What to do => Type out every entry again, character for character.

Material to process =>
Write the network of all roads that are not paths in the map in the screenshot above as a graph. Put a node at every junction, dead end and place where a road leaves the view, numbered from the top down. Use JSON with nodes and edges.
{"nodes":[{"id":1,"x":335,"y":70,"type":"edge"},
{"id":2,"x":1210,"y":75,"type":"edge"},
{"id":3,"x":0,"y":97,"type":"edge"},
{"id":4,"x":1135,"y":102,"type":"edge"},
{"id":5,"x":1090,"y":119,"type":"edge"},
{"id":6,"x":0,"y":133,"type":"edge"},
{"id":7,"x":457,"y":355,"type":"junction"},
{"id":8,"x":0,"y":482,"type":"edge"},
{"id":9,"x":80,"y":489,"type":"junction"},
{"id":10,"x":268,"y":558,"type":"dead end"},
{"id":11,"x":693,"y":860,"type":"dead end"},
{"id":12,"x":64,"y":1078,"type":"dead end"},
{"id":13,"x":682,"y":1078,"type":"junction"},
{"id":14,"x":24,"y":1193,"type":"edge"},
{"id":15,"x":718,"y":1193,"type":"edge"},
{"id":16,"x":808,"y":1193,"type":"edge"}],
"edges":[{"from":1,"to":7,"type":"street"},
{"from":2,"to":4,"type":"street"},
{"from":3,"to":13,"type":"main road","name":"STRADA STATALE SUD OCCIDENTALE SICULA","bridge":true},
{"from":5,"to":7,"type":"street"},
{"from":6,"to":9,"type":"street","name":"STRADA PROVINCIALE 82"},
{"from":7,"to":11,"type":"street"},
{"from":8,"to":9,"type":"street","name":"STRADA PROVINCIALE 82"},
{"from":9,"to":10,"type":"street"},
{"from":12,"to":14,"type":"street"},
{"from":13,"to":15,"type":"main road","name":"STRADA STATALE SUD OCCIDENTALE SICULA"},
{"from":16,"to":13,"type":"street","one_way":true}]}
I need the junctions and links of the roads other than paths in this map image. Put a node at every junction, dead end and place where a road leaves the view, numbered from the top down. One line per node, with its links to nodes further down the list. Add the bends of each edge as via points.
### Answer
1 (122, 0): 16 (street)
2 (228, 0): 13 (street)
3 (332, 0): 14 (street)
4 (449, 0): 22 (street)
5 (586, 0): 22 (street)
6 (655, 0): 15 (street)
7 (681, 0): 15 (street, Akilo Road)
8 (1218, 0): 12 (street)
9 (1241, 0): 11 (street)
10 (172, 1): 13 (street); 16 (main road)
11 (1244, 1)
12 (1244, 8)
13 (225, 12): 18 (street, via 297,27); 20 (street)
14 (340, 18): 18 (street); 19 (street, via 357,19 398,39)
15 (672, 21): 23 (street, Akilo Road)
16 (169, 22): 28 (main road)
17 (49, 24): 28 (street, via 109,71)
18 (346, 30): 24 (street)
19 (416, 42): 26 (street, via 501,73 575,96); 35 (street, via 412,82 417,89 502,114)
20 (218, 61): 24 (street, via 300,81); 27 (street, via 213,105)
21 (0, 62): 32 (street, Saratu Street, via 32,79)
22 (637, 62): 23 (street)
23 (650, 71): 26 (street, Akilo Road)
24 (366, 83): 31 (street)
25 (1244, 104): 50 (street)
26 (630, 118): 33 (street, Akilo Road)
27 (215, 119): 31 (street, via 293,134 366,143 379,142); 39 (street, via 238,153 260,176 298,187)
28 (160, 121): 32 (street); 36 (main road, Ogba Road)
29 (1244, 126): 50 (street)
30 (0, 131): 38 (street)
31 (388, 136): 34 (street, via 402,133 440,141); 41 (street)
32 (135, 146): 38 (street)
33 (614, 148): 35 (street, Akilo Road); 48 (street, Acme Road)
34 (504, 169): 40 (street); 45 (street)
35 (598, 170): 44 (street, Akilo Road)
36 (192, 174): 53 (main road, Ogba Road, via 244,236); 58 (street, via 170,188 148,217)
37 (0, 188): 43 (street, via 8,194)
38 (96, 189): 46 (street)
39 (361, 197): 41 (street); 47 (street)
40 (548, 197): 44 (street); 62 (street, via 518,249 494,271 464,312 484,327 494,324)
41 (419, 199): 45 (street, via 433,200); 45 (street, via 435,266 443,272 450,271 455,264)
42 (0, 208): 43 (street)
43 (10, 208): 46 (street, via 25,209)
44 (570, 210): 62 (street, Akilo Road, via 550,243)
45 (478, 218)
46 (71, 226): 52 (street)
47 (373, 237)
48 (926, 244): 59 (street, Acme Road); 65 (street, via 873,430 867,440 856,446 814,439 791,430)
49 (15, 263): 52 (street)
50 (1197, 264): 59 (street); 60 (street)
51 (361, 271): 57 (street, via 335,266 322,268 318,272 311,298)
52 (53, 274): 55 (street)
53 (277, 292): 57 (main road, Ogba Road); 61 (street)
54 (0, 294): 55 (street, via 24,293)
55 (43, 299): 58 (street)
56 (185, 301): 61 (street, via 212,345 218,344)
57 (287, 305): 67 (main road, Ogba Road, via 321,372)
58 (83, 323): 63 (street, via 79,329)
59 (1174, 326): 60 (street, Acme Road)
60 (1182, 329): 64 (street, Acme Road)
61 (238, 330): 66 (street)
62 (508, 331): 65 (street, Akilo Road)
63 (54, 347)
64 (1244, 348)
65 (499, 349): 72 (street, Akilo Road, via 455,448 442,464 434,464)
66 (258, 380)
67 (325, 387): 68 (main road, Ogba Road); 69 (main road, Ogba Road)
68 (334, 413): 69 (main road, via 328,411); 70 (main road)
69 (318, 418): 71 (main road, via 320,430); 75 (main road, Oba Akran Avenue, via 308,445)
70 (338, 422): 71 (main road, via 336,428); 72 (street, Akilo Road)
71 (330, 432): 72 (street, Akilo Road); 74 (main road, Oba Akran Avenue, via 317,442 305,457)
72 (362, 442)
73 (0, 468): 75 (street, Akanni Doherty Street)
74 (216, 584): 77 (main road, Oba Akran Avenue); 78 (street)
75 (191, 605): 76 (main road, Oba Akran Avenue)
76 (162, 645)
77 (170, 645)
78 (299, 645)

Your response =>
Write the network of all roads that are not paths in the map in the screenshot above as a graph. Put a node at every junction, dead end and place where a road leaves the view, numbered from the top down. Use JSON with nodes and edges.
{"nodes":[{"id":1,"x":335,"y":70,"type":"edge"},
{"id":2,"x":1210,"y":75,"type":"edge"},
{"id":3,"x":0,"y":97,"type":"edge"},
{"id":4,"x":1135,"y":102,"type":"edge"},
{"id":5,"x":1090,"y":119,"type":"edge"},
{"id":6,"x":0,"y":133,"type":"edge"},
{"id":7,"x":457,"y":355,"type":"junction"},
{"id":8,"x":0,"y":482,"type":"edge"},
{"id":9,"x":80,"y":489,"type":"junction"},
{"id":10,"x":268,"y":558,"type":"dead end"},
{"id":11,"x":693,"y":860,"type":"dead end"},
{"id":12,"x":64,"y":1078,"type":"dead end"},
{"id":13,"x":682,"y":1078,"type":"junction"},
{"id":14,"x":24,"y":1193,"type":"edge"},
{"id":15,"x":718,"y":1193,"type":"edge"},
{"id":16,"x":808,"y":1193,"type":"edge"}],
"edges":[{"from":1,"to":7,"type":"street"},
{"from":2,"to":4,"type":"street"},
{"from":3,"to":13,"type":"main road","name":"STRADA STATALE SUD OCCIDENTALE SICULA","bridge":true},
{"from":5,"to":7,"type":"street"},
{"from":6,"to":9,"type":"street","name":"STRADA PROVINCIALE 82"},
{"from":7,"to":11,"type":"street"},
{"from":8,"to":9,"type":"street","name":"STRADA PROVINCIALE 82"},
{"from":9,"to":10,"type":"street"},
{"from":12,"to":14,"type":"street"},
{"from":13,"to":15,"type":"main road","name":"STRADA STATALE SUD OCCIDENTALE SICULA"},
{"from":16,"to":13,"type":"street","one_way":true}]}
I need the junctions and links of the roads other than paths in this map image. Put a node at every junction, dead end and place where a road leaves the view, numbered from the top down. One line per node, with its links to nodes further down the list. Add the bends of each edge as via points.
### Answer
1 (122, 0): 16 (street)
2 (228, 0): 13 (street)
3 (332, 0): 14 (street)
4 (449, 0): 22 (street)
5 (586, 0): 22 (street)
6 (655, 0): 15 (street)
7 (681, 0): 15 (street, Akilo Road)
8 (1218, 0): 12 (street)
9 (1241, 0): 11 (street)
10 (172, 1): 13 (street); 16 (main road)
11 (1244, 1)
12 (1244, 8)
13 (225, 12): 18 (street, via 297,27); 20 (street)
14 (340, 18): 18 (street); 19 (street, via 357,19 398,39)
15 (672, 21): 23 (street, Akilo Road)
16 (169, 22): 28 (main road)
17 (49, 24): 28 (street, via 109,71)
18 (346, 30): 24 (street)
19 (416, 42): 26 (street, via 501,73 575,96); 35 (street, via 412,82 417,89 502,114)
20 (218, 61): 24 (street, via 300,81); 27 (street, via 213,105)
21 (0, 62): 32 (street, Saratu Street, via 32,79)
22 (637, 62): 23 (street)
23 (650, 71): 26 (street, Akilo Road)
24 (366, 83): 31 (street)
25 (1244, 104): 50 (street)
26 (630, 118): 33 (street, Akilo Road)
27 (215, 119): 31 (street, via 293,134 366,143 379,142); 39 (street, via 238,153 260,176 298,187)
28 (160, 121): 32 (street); 36 (main road, Ogba Road)
29 (1244, 126): 50 (street)
30 (0, 131): 38 (street)
31 (388, 136): 34 (street, via 402,133 440,141); 41 (street)
32 (135, 146): 38 (street)
33 (614, 148): 35 (street, Akilo Road); 48 (street, Acme Road)
34 (504, 169): 40 (street); 45 (street)
35 (598, 170): 44 (street, Akilo Road)
36 (192, 174): 53 (main road, Ogba Road, via 244,236); 58 (street, via 170,188 148,217)
37 (0, 188): 43 (street, via 8,194)
38 (96, 189): 46 (street)
39 (361, 197): 41 (street); 47 (street)
40 (548, 197): 44 (street); 62 (street, via 518,249 494,271 464,312 484,327 494,324)
41 (419, 199): 45 (street, via 433,200); 45 (street, via 435,266 443,272 450,271 455,264)
42 (0, 208): 43 (street)
43 (10, 208): 46 (street, via 25,209)
44 (570, 210): 62 (street, Akilo Road, via 550,243)
45 (478, 218)
46 (71, 226): 52 (street)
47 (373, 237)
48 (926, 244): 59 (street, Acme Road); 65 (street, via 873,430 867,440 856,446 814,439 791,430)
49 (15, 263): 52 (street)
50 (1197, 264): 59 (street); 60 (street)
51 (361, 271): 57 (street, via 335,266 322,268 318,272 311,298)
52 (53, 274): 55 (street)
53 (277, 292): 57 (main road, Ogba Road); 61 (street)
54 (0, 294): 55 (street, via 24,293)
55 (43, 299): 58 (street)
56 (185, 301): 61 (street, via 212,345 218,344)
57 (287, 305): 67 (main road, Ogba Road, via 321,372)
58 (83, 323): 63 (street, via 79,329)
59 (1174, 326): 60 (street, Acme Road)
60 (1182, 329): 64 (street, Acme Road)
61 (238, 330): 66 (street)
62 (508, 331): 65 (street, Akilo Road)
63 (54, 347)
64 (1244, 348)
65 (499, 349): 72 (street, Akilo Road, via 455,448 442,464 434,464)
66 (258, 380)
67 (325, 387): 68 (main road, Ogba Road); 69 (main road, Ogba Road)
68 (334, 413): 69 (main road, via 328,411); 70 (main road)
69 (318, 418): 71 (main road, via 320,430); 75 (main road, Oba Akran Avenue, via 308,445)
70 (338, 422): 71 (main road, via 336,428); 72 (street, Akilo Road)
71 (330, 432): 72 (street, Akilo Road); 74 (main road, Oba Akran Avenue, via 317,442 305,457)
72 (362, 442)
73 (0, 468): 75 (street, Akanni Doherty Street)
74 (216, 584): 77 (main road, Oba Akran Avenue); 78 (street)
75 (191, 605): 76 (main road, Oba Akran Avenue)
76 (162, 645)
77 (170, 645)
78 (299, 645)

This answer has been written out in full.